### [Your task]
Once the images are set aside, print the remaining lines below exactly.
*** Opening Exercise materials ***
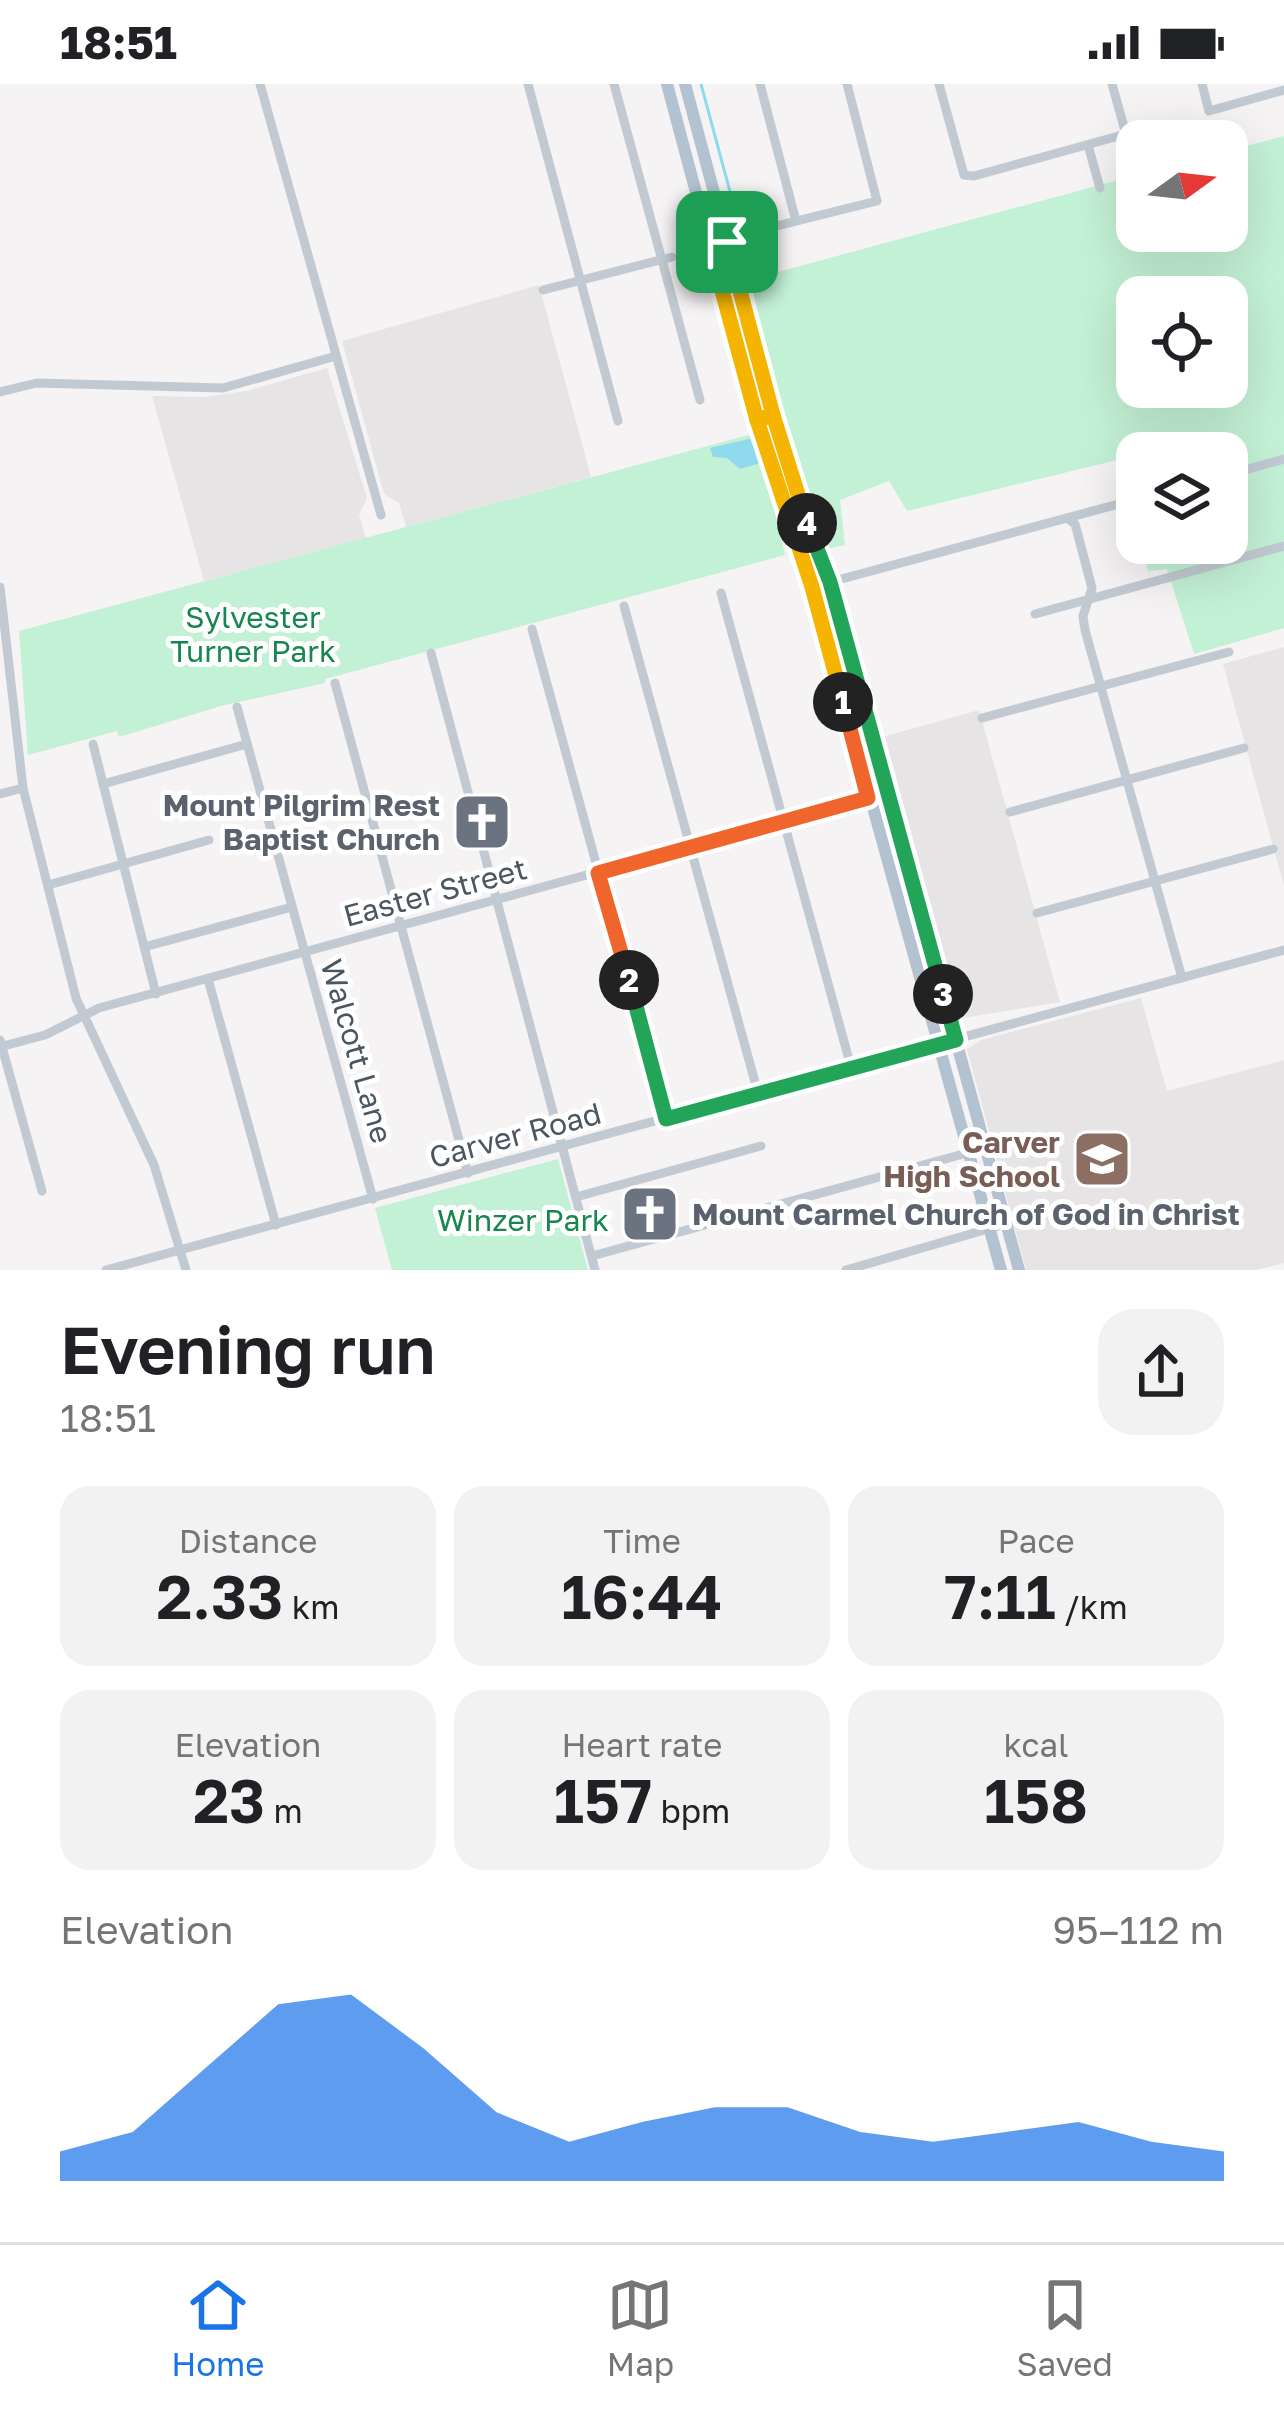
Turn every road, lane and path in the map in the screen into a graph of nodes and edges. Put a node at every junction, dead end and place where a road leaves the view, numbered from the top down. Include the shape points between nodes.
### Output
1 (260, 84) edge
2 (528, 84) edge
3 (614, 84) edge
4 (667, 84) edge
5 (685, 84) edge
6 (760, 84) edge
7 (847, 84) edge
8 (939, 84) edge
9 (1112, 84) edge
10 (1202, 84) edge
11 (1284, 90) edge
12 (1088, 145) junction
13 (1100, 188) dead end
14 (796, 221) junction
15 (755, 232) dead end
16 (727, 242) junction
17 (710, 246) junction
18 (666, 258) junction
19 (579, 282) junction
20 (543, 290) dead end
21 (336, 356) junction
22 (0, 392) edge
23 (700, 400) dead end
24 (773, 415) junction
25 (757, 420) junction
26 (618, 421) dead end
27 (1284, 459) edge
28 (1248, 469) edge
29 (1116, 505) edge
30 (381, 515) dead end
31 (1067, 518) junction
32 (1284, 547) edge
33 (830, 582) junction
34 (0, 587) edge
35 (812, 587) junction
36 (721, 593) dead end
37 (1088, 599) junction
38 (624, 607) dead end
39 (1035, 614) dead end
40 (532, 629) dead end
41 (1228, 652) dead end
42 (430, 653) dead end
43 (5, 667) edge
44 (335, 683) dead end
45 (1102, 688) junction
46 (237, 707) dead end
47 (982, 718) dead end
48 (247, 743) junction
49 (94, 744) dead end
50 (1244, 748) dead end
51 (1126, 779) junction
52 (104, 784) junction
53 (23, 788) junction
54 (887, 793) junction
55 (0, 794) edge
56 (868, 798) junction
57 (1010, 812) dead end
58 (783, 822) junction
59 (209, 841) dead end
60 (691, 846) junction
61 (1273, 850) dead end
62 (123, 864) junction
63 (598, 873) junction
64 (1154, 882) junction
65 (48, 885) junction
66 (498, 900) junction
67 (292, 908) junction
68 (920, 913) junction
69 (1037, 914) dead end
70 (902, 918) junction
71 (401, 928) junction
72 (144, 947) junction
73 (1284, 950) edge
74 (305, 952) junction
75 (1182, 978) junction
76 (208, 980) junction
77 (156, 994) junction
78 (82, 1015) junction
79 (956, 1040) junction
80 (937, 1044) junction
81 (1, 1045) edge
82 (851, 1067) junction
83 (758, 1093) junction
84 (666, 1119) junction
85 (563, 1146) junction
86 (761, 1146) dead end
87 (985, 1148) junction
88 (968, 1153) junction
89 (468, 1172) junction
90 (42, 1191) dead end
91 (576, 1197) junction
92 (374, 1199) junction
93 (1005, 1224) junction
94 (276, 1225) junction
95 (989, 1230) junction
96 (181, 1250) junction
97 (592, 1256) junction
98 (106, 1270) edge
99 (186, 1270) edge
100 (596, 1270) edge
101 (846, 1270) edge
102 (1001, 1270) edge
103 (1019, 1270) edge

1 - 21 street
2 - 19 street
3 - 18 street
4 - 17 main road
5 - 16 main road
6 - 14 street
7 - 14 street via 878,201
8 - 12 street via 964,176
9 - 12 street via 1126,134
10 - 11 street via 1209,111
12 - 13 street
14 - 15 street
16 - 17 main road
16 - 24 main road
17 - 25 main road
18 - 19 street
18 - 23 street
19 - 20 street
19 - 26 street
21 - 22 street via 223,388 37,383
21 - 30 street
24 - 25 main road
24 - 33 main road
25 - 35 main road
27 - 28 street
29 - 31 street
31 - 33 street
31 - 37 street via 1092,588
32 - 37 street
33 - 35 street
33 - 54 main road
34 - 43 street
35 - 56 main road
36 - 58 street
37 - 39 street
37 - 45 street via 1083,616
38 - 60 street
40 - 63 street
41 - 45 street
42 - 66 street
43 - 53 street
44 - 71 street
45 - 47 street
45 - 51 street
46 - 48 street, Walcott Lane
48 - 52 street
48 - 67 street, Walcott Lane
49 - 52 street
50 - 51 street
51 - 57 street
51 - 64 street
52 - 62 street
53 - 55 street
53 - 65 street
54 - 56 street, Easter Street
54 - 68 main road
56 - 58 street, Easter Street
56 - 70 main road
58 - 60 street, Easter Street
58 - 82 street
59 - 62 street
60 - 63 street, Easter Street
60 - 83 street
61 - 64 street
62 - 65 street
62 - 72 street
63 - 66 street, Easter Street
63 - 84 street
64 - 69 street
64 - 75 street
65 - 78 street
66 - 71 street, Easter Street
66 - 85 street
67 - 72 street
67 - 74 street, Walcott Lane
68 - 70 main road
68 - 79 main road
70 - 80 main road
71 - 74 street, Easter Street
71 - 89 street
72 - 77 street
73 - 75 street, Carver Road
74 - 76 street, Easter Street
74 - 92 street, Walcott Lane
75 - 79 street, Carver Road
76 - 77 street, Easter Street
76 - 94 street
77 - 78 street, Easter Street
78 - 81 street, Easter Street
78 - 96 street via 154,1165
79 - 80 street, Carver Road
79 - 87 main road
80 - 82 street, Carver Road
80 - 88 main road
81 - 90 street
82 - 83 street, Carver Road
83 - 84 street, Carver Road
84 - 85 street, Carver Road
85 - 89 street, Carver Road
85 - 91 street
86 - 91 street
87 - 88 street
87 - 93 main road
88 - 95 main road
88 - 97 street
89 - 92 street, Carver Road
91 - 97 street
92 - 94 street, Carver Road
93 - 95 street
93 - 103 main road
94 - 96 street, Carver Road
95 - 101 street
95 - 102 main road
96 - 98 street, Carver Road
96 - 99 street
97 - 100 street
*** Closing Exercise materials ***
### [Response area]
Turn every road, lane and path in the map in the screen into a graph of nodes and edges. Put a node at every junction, dead end and place where a road leaves the view, numbered from the top down. Include the shape points between nodes.
### Output
1 (260, 84) edge
2 (528, 84) edge
3 (614, 84) edge
4 (667, 84) edge
5 (685, 84) edge
6 (760, 84) edge
7 (847, 84) edge
8 (939, 84) edge
9 (1112, 84) edge
10 (1202, 84) edge
11 (1284, 90) edge
12 (1088, 145) junction
13 (1100, 188) dead end
14 (796, 221) junction
15 (755, 232) dead end
16 (727, 242) junction
17 (710, 246) junction
18 (666, 258) junction
19 (579, 282) junction
20 (543, 290) dead end
21 (336, 356) junction
22 (0, 392) edge
23 (700, 400) dead end
24 (773, 415) junction
25 (757, 420) junction
26 (618, 421) dead end
27 (1284, 459) edge
28 (1248, 469) edge
29 (1116, 505) edge
30 (381, 515) dead end
31 (1067, 518) junction
32 (1284, 547) edge
33 (830, 582) junction
34 (0, 587) edge
35 (812, 587) junction
36 (721, 593) dead end
37 (1088, 599) junction
38 (624, 607) dead end
39 (1035, 614) dead end
40 (532, 629) dead end
41 (1228, 652) dead end
42 (430, 653) dead end
43 (5, 667) edge
44 (335, 683) dead end
45 (1102, 688) junction
46 (237, 707) dead end
47 (982, 718) dead end
48 (247, 743) junction
49 (94, 744) dead end
50 (1244, 748) dead end
51 (1126, 779) junction
52 (104, 784) junction
53 (23, 788) junction
54 (887, 793) junction
55 (0, 794) edge
56 (868, 798) junction
57 (1010, 812) dead end
58 (783, 822) junction
59 (209, 841) dead end
60 (691, 846) junction
61 (1273, 850) dead end
62 (123, 864) junction
63 (598, 873) junction
64 (1154, 882) junction
65 (48, 885) junction
66 (498, 900) junction
67 (292, 908) junction
68 (920, 913) junction
69 (1037, 914) dead end
70 (902, 918) junction
71 (401, 928) junction
72 (144, 947) junction
73 (1284, 950) edge
74 (305, 952) junction
75 (1182, 978) junction
76 (208, 980) junction
77 (156, 994) junction
78 (82, 1015) junction
79 (956, 1040) junction
80 (937, 1044) junction
81 (1, 1045) edge
82 (851, 1067) junction
83 (758, 1093) junction
84 (666, 1119) junction
85 (563, 1146) junction
86 (761, 1146) dead end
87 (985, 1148) junction
88 (968, 1153) junction
89 (468, 1172) junction
90 (42, 1191) dead end
91 (576, 1197) junction
92 (374, 1199) junction
93 (1005, 1224) junction
94 (276, 1225) junction
95 (989, 1230) junction
96 (181, 1250) junction
97 (592, 1256) junction
98 (106, 1270) edge
99 (186, 1270) edge
100 (596, 1270) edge
101 (846, 1270) edge
102 (1001, 1270) edge
103 (1019, 1270) edge

1 - 21 street
2 - 19 street
3 - 18 street
4 - 17 main road
5 - 16 main road
6 - 14 street
7 - 14 street via 878,201
8 - 12 street via 964,176
9 - 12 street via 1126,134
10 - 11 street via 1209,111
12 - 13 street
14 - 15 street
16 - 17 main road
16 - 24 main road
17 - 25 main road
18 - 19 street
18 - 23 street
19 - 20 street
19 - 26 street
21 - 22 street via 223,388 37,383
21 - 30 street
24 - 25 main road
24 - 33 main road
25 - 35 main road
27 - 28 street
29 - 31 street
31 - 33 street
31 - 37 street via 1092,588
32 - 37 street
33 - 35 street
33 - 54 main road
34 - 43 street
35 - 56 main road
36 - 58 street
37 - 39 street
37 - 45 street via 1083,616
38 - 60 street
40 - 63 street
41 - 45 street
42 - 66 street
43 - 53 street
44 - 71 street
45 - 47 street
45 - 51 street
46 - 48 street, Walcott Lane
48 - 52 street
48 - 67 street, Walcott Lane
49 - 52 street
50 - 51 street
51 - 57 street
51 - 64 street
52 - 62 street
53 - 55 street
53 - 65 street
54 - 56 street, Easter Street
54 - 68 main road
56 - 58 street, Easter Street
56 - 70 main road
58 - 60 street, Easter Street
58 - 82 street
59 - 62 street
60 - 63 street, Easter Street
60 - 83 street
61 - 64 street
62 - 65 street
62 - 72 street
63 - 66 street, Easter Street
63 - 84 street
64 - 69 street
64 - 75 street
65 - 78 street
66 - 71 street, Easter Street
66 - 85 street
67 - 72 street
67 - 74 street, Walcott Lane
68 - 70 main road
68 - 79 main road
70 - 80 main road
71 - 74 street, Easter Street
71 - 89 street
72 - 77 street
73 - 75 street, Carver Road
74 - 76 street, Easter Street
74 - 92 street, Walcott Lane
75 - 79 street, Carver Road
76 - 77 street, Easter Street
76 - 94 street
77 - 78 street, Easter Street
78 - 81 street, Easter Street
78 - 96 street via 154,1165
79 - 80 street, Carver Road
79 - 87 main road
80 - 82 street, Carver Road
80 - 88 main road
81 - 90 street
82 - 83 street, Carver Road
83 - 84 street, Carver Road
84 - 85 street, Carver Road
85 - 89 street, Carver Road
85 - 91 street
86 - 91 street
87 - 88 street
87 - 93 main road
88 - 95 main road
88 - 97 street
89 - 92 street, Carver Road
91 - 97 street
92 - 94 street, Carver Road
93 - 95 street
93 - 103 main road
94 - 96 street, Carver Road
95 - 101 street
95 - 102 main road
96 - 98 street, Carver Road
96 - 99 street
97 - 100 street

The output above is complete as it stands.